# ASSIGNED TASK
Reproduce every entry below precisely; do not include the pictures.

[Recorded data]
↓↓↓

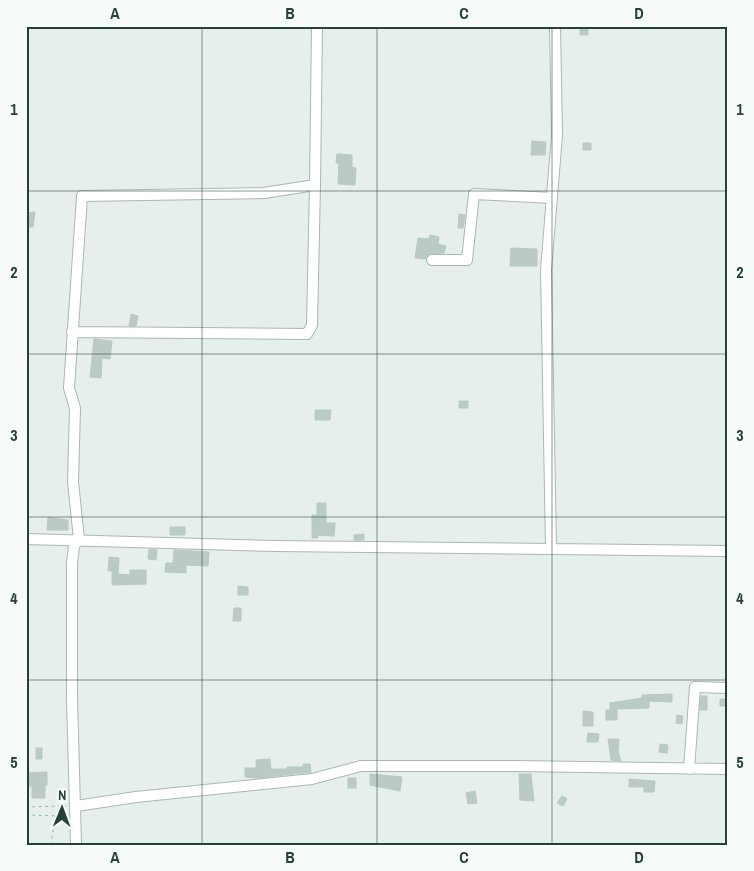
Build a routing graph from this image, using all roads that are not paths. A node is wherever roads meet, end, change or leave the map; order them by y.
1 (317, 26) edge
2 (555, 26) edge
3 (315, 185) junction
4 (552, 198) junction
5 (432, 260) dead end
6 (72, 332) junction
7 (26, 539) edge
8 (79, 539) junction
9 (551, 548) junction
10 (728, 551) edge
11 (728, 688) edge
12 (689, 769) junction
13 (728, 769) edge
14 (76, 806) junction
15 (76, 845) edge

1 - 3 street
2 - 4 street
3 - 6 street
3 - 6 street
4 - 5 street
4 - 9 street
6 - 8 street
7 - 8 street
8 - 9 street
8 - 14 street
9 - 10 street
11 - 12 street
12 - 13 street
12 - 14 street
14 - 15 street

↑↑↑

# YOUR SOLUTION
Build a routing graph from this image, using all roads that are not paths. A node is wherever roads meet, end, change or leave the map; order them by y.
1 (317, 26) edge
2 (555, 26) edge
3 (315, 185) junction
4 (552, 198) junction
5 (432, 260) dead end
6 (72, 332) junction
7 (26, 539) edge
8 (79, 539) junction
9 (551, 548) junction
10 (728, 551) edge
11 (728, 688) edge
12 (689, 769) junction
13 (728, 769) edge
14 (76, 806) junction
15 (76, 845) edge

1 - 3 street
2 - 4 street
3 - 6 street
3 - 6 street
4 - 5 street
4 - 9 street
6 - 8 street
7 - 8 street
8 - 9 street
8 - 14 street
9 - 10 street
11 - 12 street
12 - 13 street
12 - 14 street
14 - 15 street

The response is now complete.